Punitive Damages and Attorney’s Fees
The Elder Abuse and Dependent Adult Civil Protective Act (the “Act”) sets forth a scheme of heightened remedies – punitive damages (Welf. & Inst. Code, § 15657(c)), attorney’s fees and costs (id. at § 15657(a)), and exemption from certain limitations on recoverable damages in survivorship actions (id. at § 15657(b)) – designed to provide incentives for “interested persons to engage attorneys to take up the cause of abused elderly persons . . . .” (id. at § 15600(j).) These remedies are available only where the plaintiff proves by clear and convincing evidence that “the defendant has been guilty of recklessness, oppression, fraud, or malice in the commission of this abuse.” (Id. at § 15657.)

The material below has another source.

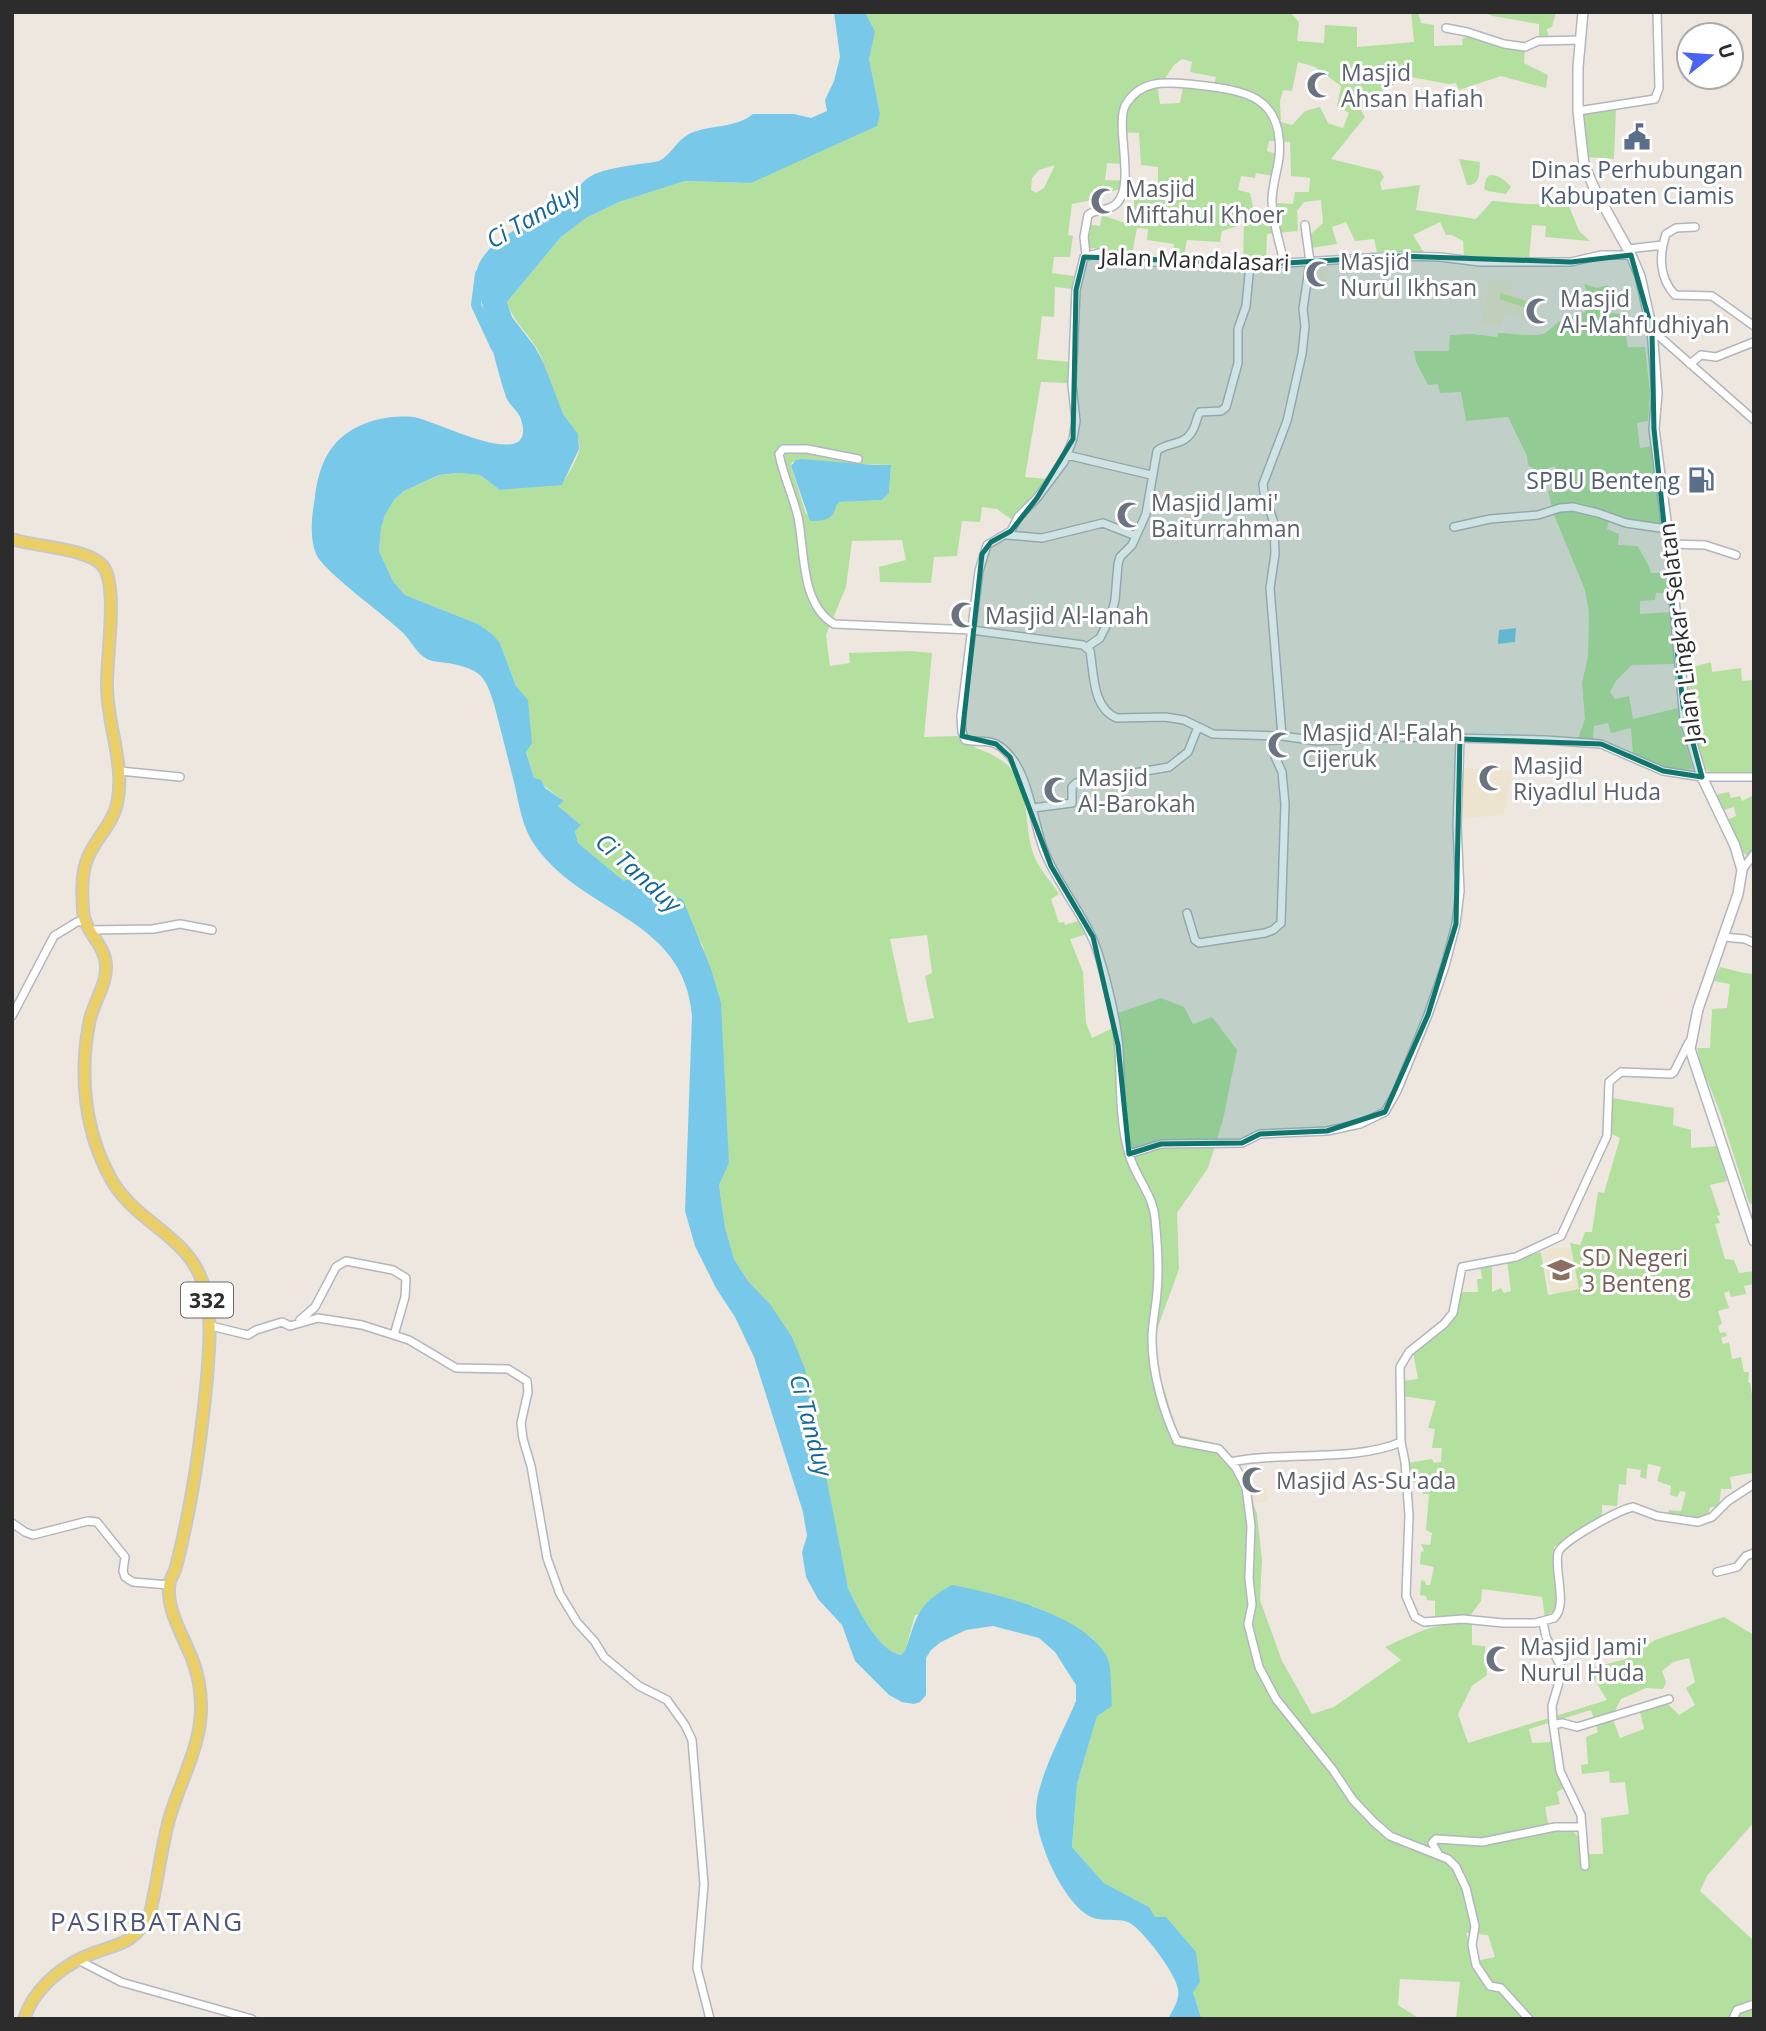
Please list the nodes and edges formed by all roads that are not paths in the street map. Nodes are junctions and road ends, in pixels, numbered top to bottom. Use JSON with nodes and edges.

The punitive damages statute,
Civil Code section 3294(b), which is incorporated into the Act by Welfare and
Institutions Code section 15657(c), requires a plaintiff to plead facts
establishing an employer’s liability for the conduct of its employees. (College
Hospital Inc. v. Superior Court (1994) 8 Cal.4th 704, 721-722.)
Those facts must be pled with particularity. (See Covenant Care,
32 Cal.4th at 790.)
As discussed in the court’s concurrent ruling on Moving Defendant’s demurrer, the FAC sufficiently alleges the element of recklessness necessary to plead a dependent adult abuse case and facts establishing First Steps’ liability for the conduct of its employees. Because Plaintiffs have adequately plead a dependent adult abuse cause of action, punitive damages and attorney’s fees remain available remedies.
Injunctive Relief
Moving Defendants contend that Plaintiffs’ request for injunctive relief should be stricken because the requested relief is unnecessarily burdensome and because a comprehensive state regulatory scheme already exists.
The
doctrine of equitable abstention allows a court to abstain from adjudicating
a suit that seeks equitable remedies if “granting the requested relief
would require a trial court to assume the functions of an administrative
agency, or to interfere with the functions of an administrative
agency. [Citations.]” (Alvarado v. Selma Convalescent Hospital (2007) 153
Cal.App.4th 1292, 1298.) Abstention may be appropriate if “the
lawsuit involves determining complex economic policy, which is best handled
by the Legislature or an administrative agency,” or if “granting
injunctive relief would be unnecessarily burdensome for the trial court to
monitor and enforce given the availability of more effective means of
redress. [Citation.]” (Id.)
Abstention is not warranted at this time. Moving Defendants have not shown that the analyses required to adjudicate Plaintiffs’ claim would be overly complex, nor is there any indication that enforcing the requested injunctive relief against First Steps and enjoining First Steps’ business practice of making false and misleading statements to California consumers (FAC ¶ 58) would be unduly burdensome.
DHCS Conclusions
Moving Defendants seek to strike the FAC’s references to the DHCS’s investigative conclusions. (See FAC ¶ 5.) Moving Defendants contend that the DHCS’s findings are not relevant.
However, the DHCS allegations are relevant to Plaintiffs’ False Advertising Law claim, whether Defendants neglected to monitor Decedent, and whether Defendants had a conscious disregard of the high probability of injury.
Plaintiffs shall give notice of this ruling.
(fn.1) The parties do not address the issue of whether Decedent was a dependent adult pursuant to Welfare and Institutions Code section 15610.23(b). In light of the court’s ruling that Plaintiffs have sufficiently plead that Decedent was a dependent adult pursuant to Welfare and Institutions Code section 15610.23(a), the Court need not take up this issue.